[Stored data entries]
● ● ● ● ● ● ●
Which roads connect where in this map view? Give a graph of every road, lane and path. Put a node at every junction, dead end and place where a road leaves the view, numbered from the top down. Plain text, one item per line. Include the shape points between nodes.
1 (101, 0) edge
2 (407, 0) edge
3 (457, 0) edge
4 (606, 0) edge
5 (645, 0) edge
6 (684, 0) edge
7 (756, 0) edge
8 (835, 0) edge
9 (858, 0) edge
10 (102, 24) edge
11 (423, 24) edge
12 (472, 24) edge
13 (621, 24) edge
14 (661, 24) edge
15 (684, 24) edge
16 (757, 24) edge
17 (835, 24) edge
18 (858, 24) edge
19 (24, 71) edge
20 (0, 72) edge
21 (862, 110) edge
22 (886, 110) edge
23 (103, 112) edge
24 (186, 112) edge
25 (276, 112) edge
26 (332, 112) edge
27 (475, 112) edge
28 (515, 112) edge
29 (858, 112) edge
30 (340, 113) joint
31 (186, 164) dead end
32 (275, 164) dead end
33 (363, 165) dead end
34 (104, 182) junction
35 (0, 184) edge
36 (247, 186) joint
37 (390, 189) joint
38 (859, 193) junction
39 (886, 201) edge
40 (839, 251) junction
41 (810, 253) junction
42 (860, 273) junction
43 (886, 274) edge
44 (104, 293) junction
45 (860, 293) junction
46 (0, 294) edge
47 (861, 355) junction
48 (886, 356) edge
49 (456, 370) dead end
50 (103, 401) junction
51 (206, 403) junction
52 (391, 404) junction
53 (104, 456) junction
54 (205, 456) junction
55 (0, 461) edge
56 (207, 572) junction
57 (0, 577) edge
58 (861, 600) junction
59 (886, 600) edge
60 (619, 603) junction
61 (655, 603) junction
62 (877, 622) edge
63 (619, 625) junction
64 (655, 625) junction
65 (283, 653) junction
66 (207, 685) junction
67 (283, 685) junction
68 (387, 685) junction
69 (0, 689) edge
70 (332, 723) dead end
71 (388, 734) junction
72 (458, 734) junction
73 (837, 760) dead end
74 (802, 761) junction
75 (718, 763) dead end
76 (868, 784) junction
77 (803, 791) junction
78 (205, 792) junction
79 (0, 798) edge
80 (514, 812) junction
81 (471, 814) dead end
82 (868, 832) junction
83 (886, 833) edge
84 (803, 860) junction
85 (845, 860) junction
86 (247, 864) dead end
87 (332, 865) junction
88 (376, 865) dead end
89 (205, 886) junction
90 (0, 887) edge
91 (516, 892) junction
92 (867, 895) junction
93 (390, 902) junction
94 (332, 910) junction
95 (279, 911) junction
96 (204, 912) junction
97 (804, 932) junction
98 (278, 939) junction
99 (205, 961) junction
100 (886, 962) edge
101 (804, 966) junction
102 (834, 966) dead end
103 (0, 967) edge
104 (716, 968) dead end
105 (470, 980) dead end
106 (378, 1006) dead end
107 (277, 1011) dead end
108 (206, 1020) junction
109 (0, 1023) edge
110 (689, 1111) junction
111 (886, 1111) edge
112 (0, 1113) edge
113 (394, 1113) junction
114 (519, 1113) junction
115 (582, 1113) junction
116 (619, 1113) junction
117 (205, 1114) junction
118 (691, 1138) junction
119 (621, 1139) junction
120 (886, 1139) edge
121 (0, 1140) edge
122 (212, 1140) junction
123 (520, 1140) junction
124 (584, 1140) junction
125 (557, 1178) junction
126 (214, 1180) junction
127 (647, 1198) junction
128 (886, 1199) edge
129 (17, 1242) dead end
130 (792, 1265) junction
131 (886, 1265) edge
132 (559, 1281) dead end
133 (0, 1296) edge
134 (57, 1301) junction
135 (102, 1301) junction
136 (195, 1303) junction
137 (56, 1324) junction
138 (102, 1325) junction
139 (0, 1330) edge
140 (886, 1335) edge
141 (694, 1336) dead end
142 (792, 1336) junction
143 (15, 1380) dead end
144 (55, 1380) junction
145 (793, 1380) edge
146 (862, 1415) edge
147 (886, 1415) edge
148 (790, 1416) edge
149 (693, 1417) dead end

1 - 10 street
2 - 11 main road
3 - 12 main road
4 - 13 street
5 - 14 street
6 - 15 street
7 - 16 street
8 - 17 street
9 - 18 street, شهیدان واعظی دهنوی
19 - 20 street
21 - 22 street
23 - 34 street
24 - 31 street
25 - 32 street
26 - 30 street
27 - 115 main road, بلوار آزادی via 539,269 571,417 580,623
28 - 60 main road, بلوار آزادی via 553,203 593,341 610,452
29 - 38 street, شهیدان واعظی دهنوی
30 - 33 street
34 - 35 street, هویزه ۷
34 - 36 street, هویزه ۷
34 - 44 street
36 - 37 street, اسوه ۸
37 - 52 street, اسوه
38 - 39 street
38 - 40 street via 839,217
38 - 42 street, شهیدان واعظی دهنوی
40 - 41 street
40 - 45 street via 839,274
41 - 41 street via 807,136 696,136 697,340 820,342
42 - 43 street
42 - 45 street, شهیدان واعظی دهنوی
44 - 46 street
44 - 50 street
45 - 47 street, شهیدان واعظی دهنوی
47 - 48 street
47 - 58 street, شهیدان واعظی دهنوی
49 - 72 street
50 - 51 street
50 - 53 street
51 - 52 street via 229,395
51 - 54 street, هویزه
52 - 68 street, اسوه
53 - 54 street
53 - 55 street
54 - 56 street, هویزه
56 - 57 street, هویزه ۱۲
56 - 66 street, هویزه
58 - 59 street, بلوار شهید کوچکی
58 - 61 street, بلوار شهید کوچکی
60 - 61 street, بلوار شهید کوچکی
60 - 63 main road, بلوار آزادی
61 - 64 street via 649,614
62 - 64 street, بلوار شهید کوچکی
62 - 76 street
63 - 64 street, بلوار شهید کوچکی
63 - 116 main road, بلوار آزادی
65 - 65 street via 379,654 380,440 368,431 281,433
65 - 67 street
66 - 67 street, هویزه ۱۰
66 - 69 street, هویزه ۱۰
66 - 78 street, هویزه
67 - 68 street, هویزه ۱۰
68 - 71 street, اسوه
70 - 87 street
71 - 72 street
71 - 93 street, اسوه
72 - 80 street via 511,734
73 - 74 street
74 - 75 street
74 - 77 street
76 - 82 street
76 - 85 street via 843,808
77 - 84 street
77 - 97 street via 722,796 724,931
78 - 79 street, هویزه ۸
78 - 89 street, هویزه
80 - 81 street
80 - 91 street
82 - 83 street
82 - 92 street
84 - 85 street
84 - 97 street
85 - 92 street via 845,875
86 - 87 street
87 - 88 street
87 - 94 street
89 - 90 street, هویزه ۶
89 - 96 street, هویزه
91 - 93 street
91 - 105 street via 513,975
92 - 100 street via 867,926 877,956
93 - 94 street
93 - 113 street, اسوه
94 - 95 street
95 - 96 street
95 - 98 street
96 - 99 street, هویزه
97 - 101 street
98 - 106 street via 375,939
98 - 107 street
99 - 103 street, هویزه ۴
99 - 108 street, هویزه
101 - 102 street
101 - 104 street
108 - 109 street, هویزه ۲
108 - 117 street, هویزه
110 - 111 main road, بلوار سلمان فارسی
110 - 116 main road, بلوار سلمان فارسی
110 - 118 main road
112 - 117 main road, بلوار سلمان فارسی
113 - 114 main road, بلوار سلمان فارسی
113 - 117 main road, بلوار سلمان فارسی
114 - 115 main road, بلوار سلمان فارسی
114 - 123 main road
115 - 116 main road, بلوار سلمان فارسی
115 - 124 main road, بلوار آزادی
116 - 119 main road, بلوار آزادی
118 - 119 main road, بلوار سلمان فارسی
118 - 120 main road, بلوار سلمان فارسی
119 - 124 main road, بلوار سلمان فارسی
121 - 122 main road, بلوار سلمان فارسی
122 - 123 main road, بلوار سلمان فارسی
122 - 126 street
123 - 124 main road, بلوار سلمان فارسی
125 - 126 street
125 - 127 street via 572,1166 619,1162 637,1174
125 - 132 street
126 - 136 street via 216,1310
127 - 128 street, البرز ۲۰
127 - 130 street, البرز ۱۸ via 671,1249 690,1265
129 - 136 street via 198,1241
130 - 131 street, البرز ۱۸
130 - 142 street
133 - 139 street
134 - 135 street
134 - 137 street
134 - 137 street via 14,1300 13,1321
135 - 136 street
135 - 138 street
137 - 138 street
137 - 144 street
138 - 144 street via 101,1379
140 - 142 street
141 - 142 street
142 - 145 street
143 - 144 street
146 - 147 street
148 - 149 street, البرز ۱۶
● ● ● ● ● ● ●
- WHAT YOU HAVE TO DO
Search the entries above for the string "اسوه". Copy each line in which it appears.

- EXPECTED ANSWER
36 - 37 street, اسوه ۸
37 - 52 street, اسوه
52 - 68 street, اسوه
68 - 71 street, اسوه
71 - 93 street, اسوه
93 - 113 street, اسوه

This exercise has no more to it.